Zolfresh Tablet is a hypnotic and sedative which is used to treat a sleep disorder called insomnia. This medicine may increase the risk of habit-forming tendency if taken for a long duration or at larger doses. Do not stop abruptly taking this medicine as it may cause withdrawal symptoms like convulsions, behavioral disorders, tremors, and anxiety.
Zolpidem belongs to the class of benzodiazepine related agents.
Zolfresh is product from Abbott Laboratories. Abbott is an American multinational medical devices and health care company with headquarters in United States. The company was founded by Chicago physician Wallace Calvin Abbott in 1888 to formulate known drugs; today, it sells medical devices, diagnostics, branded generic medicines and nutritional products. It split off the research-based pharmaceuticals into AbbVie in 2013.
Among its well-known products across the medical devices, diagnostics, and nutrition product divisions are Pedialyte, Similac, Ensure, Glucerna, ZonePerfect, FreeStyle Libre, i-STAT and MitraClip.
Insomnia is a type of sleep disorder. Individuals with insomnia find it difficult to fall asleep, stay asleep, or both.
The APA defines insomnia as a disorder in which people have trouble falling asleep or staying asleep. Doctors make a clinical diagnosis of insomnia if both of these criteria apply:
Sleep difficulties occurring at least three nights a week for a minimum of three months.
Sleep difficulties creating major distress or functional difficulties in a person’s life.
As directed by your Physician
As directed by your Physician
Adverse Reactions/ Side Effects
Atypical thinking and behaviour, hallucination, nightmare, somnolence, somnambulism, headache, nausea, vomiting, dizziness, vertigo, drowsiness, asthenia, ataxia, rebound insomnia, amnesia, GI disturbances, upper and lower respiratory tract infection, fatigue, visual disturbances, increased ALT serum concentrations, abnormal LFT.
Potentially Fatal: Hepatitis, anaphylactic reactions, angioedema, sleep-driving (driving while not fully awake after drug intake, w/ no recollection of the event).
Warnings and Precautions
Obstructive sleep apnoea, myasthenia gravis, compromised respiratory function. Patients exhibiting symptoms of depression. History of drug or alcohol abuse. Avoid abrupt withdrawal and rapid dose reduction after prolonged therapy. Re-evaluate if insomnia fail to remit after 7-10 days as this may indicate the presence of underlying psychiatric and/or medical condition. Pregnancy, lactation, children <18 yr. Patient Counselling Patients should be warned about performing activities involving mental alertness or physical coordination after drug intake.
Severe hepatic impairment.
Flumazenil reverses the sedative/hypnotic effect of zolpidem. Increased depressant effects w/ CNS depressants (e.g. sedatives, antihistamines, alcohol). Additive effect on decreased alertness and psychomotor performance w/ imipramine and chlorpromazine. Increased plasma concentration w/ itraconazole, ketoconazole and other CYP3A4 inhibitors. May decrease plasma concentration w/ CYP3A4 inducers (e.g. carbamazepine). Reduced hypnotic effect w/ rifampicin.
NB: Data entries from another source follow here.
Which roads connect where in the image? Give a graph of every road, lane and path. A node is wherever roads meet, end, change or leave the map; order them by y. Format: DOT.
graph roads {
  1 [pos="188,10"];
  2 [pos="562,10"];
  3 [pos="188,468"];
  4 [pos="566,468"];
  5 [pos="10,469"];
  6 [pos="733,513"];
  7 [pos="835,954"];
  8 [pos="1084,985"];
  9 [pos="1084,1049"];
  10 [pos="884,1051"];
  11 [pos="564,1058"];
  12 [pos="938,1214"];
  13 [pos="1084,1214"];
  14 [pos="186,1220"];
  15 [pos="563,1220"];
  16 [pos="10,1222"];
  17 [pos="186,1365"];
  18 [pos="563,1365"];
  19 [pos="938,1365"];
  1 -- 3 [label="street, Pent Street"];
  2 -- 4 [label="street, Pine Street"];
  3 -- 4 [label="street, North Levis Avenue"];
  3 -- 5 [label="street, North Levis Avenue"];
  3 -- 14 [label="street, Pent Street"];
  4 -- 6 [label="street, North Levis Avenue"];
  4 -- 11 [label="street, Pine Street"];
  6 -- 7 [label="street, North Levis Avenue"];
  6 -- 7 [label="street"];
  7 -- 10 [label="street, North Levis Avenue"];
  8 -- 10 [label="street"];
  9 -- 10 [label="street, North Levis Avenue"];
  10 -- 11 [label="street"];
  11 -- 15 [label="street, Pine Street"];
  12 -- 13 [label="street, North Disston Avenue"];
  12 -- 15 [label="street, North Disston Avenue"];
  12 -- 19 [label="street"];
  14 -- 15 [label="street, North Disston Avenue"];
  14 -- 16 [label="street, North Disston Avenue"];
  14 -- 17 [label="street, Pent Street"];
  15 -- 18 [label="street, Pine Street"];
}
Increased risk of prolonged sedation and respiratory depression w/ ritonavir.
Avoid combination w/ St John’s wort, alcohol and grapefruit juice.
Symptoms: Drowsiness, impairment of consciousness from somnolence to coma, compromised CV and respiratory function. Management: Treatment is largely symptomatic and supportive. IV fluids should be administered as needed. Activated charcoal may be given if presented w/in 1 hr of ingestion of >1 mg/kg zolpidem in adults or childn. Gastric lavage may be considered if presented w/in 1 hr of ingestion of >100 mg zolpidem and monitor for at least 12 hr. Flumazenil may be used if there is severe CNS depression, but generally not needed. Haemodialysis is unlikely to be useful.
Oral: Store between 20-25°C.
Mechanism of Action
Zolpidem is an imidazopyridine derivative that acts by binding to the benzodiazepine (BZD) receptors of the GABA receptor complex resulting in neuronal hyperpolarisation, action potential inhibition, increased in chloride conductance and decreased in neuronal excitability. It has strong sedative action but only minimal anxiolytic, myorelaxant and anticonvulsant properties due to its selectivity for the BZ1-receptor over the BZ2-receptor. Zolpidem has a rapid onset but short duration of hypnotic action.